Le temps et l'argent pourraient, peut-être, servir d'arguments au pouvoir pour rejeter les revendications de l'opposition. Mais, le gros récif sur lequel elle va buter est le président Wade. En effet, le chef de l'Etat n'est pas disposé à satisfaire les exigences de celle-ci. Invité de l'émission ‘Et si vous nous disiez toute la vérité’ sur Tv5, il a déclaré, en substance, qu'une Commission électorale nationale indépendante (Ceni) qui n'utilise pas l'argent de l'Etat, qui ne met pas à contribution l'administration territoriale n'existe nulle part dans le monde. A la réplique de l'animatrice de l'émission qui lui fait remarquer que la Ceni existe dans certains pays, Me Wade dira que ces commissions ne sont indépendantes que de non. Et de qualifier les opposants qui posent cette revendication de mauvais perdants, avant de les tourner en dérision en rappelant leurs scores. Pour étayer son argumentaire et justifier le triomphe du libéralisme, au-delà de sa victoire, à l'élection présidentielle, il fait remarquer que son suivant immédiat n'est personne d'autre que son ancien Premier ministre, quelqu'un qu'il a lui-même formé. ‘Il (Idrissa Seck : Ndlr) ne peut pas s'opposer à moi’, dira-t-il fièrement. Le score d'Ousmane Tanor Dieng, arrivé troisième avec un peu plus de 13 %, Me Wade n'en parlera que du bout des lèvres pour montrer qu'il est insignifiant à ses yeux.

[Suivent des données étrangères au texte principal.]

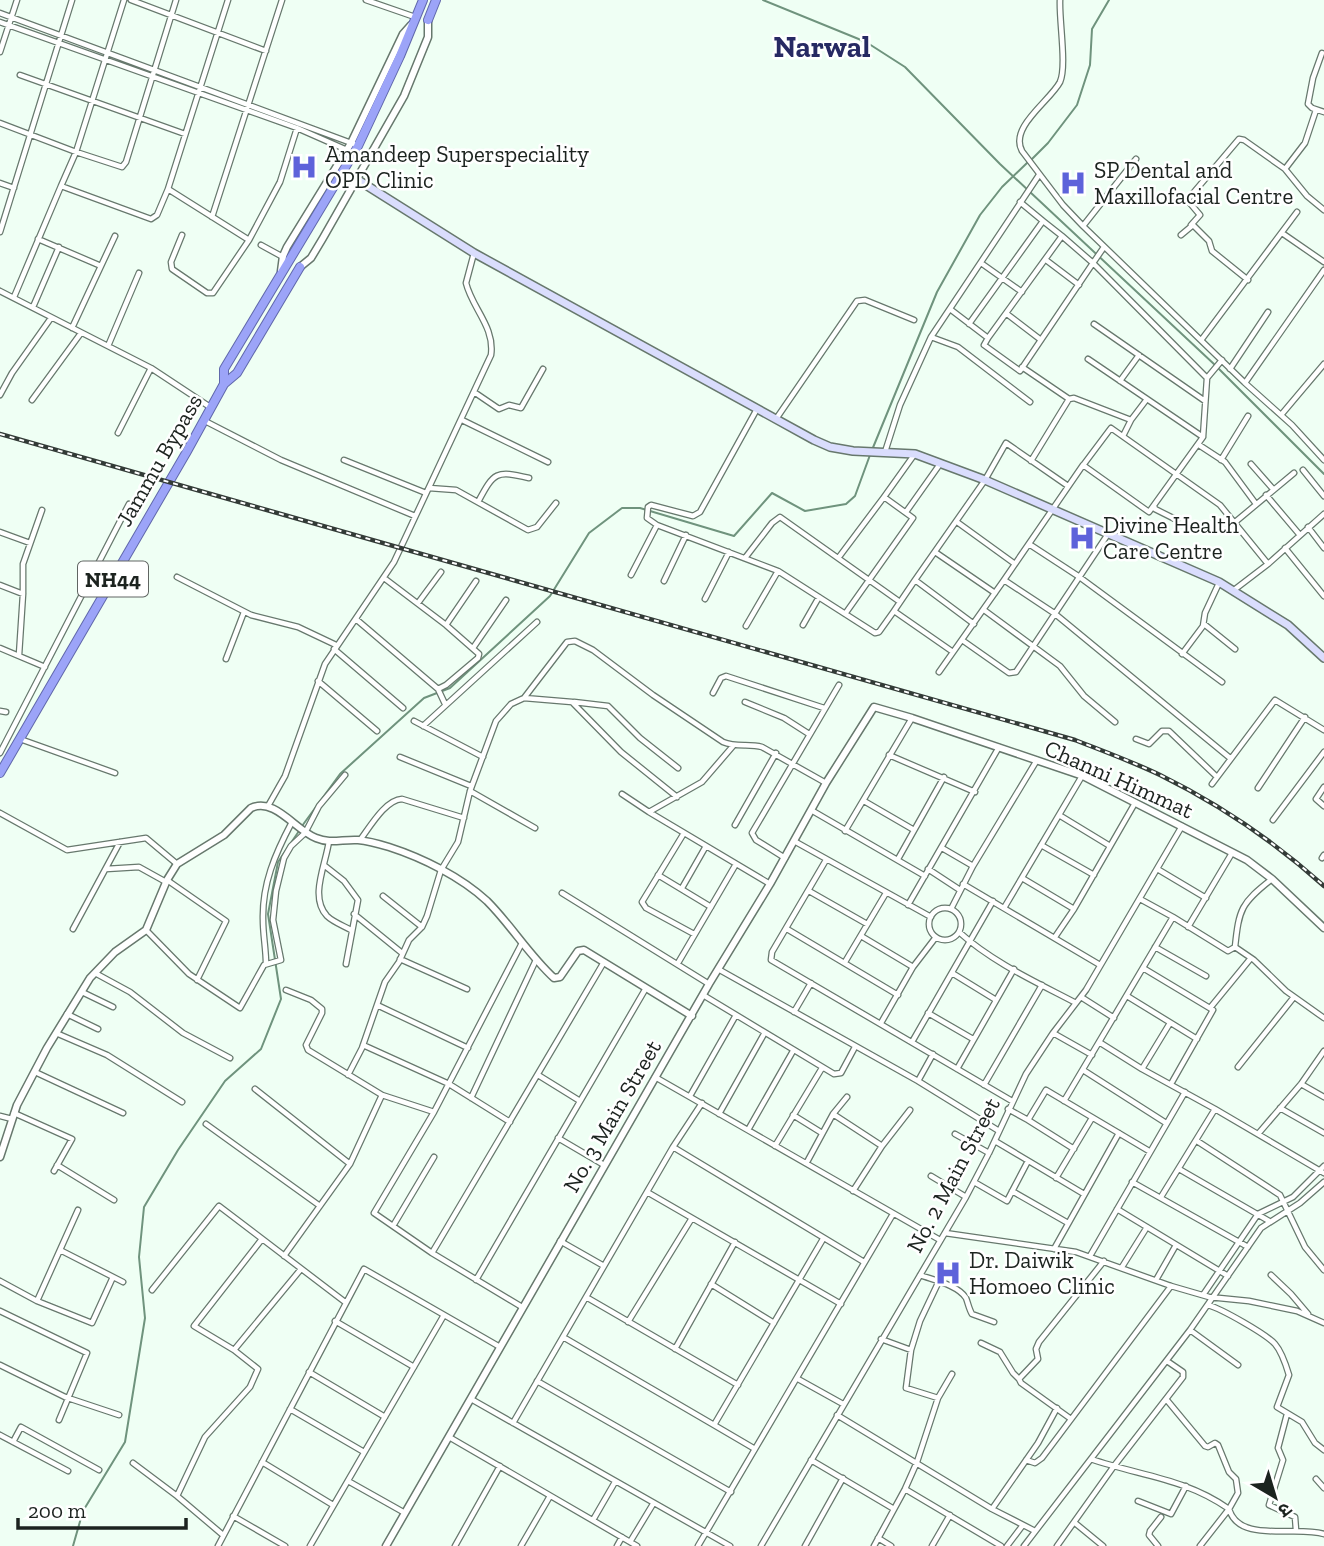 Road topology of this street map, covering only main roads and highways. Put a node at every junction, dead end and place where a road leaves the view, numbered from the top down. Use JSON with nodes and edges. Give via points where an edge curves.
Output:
{"nodes":[{"id":1,"x":422,"y":0,"type":"edge"},
{"id":2,"x":436,"y":0,"type":"edge"},
{"id":3,"x":428,"y":20,"type":"road end"},
{"id":4,"x":358,"y":180,"type":"road end"},
{"id":5,"x":300,"y":267,"type":"road end"},
{"id":6,"x":224,"y":383,"type":"junction"},
{"id":7,"x":1324,"y":659,"type":"edge"},
{"id":8,"x":0,"y":773,"type":"edge"}],
"edges":[{"from":1,"to":6,"type":"highway","name":"Jammu Bypass","number":"NH44","via":[[355,144],[224,369]]},
{"from":2,"to":3,"type":"highway"},
{"from":4,"to":7,"type":"main road","via":[[474,253],[822,444],[866,453],[915,454],[985,480],[1219,582],[1296,630]]},
{"from":5,"to":6,"type":"highway","name":"Jammu Bypass","number":"NH44","via":[[237,373]]},
{"from":6,"to":8,"type":"highway","name":"Jammu Bypass","number":"NH44"}]}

A la lumière des propos du chef de l'Etat, il est clair que l'opposition n'aura pas gain de cause pour sa revendication pour une Ceni. Pas plus qu'elle ne sera satisfaite sur les autres points de sa plate-forme. On a souvenance de la sortie du coordonnateur de la Cap 21 qui avait déclaré, sans ambages, qu'il n'y aura pas un nouvel audit du fichier électoral. ‘Si l'opposition veut boycotter, c'est son affaire’, avait prévenu le Pr Iba Der Thiam.
Face à la réticence du pouvoir, l'opposition ira-t-elle jusqu'au bout de sa logique, en traduisant en acte sa menace de boycott ? Amath Dansokho parle de boycott actif. Mais, le boycott actif dans la pensée de Marx, cela signifie une insurrection. Heureusement que le leader du Pit qui n'ignore pas l'acception de ce terme a vite fait de préciser que ‘nous (l'opposition : Ndlr) ne voulons de pas de guerre civile’.
Quoi qu'il en soit, ce serait une erreur historique que de laisser l'Assemblée nationale seule entre les mains du Pds et de ses alliés face, peut-être, à Aj/Pads (si Me Wade refuse la main tendue de Landing Savané pour une alliance) et de quelques petits partis (par la taille électorale, pardi) qui accepteraient de servir de caution. Malheureusement, et au grand dam de la démocratie sénégalaise, c'est ce à quoi on risque d'assister, car l'opposition semble s'être engouffrée dans une impasse et qu'elle ne va plus reculer pour ne pas donner l'air d'avoir prêté le flanc.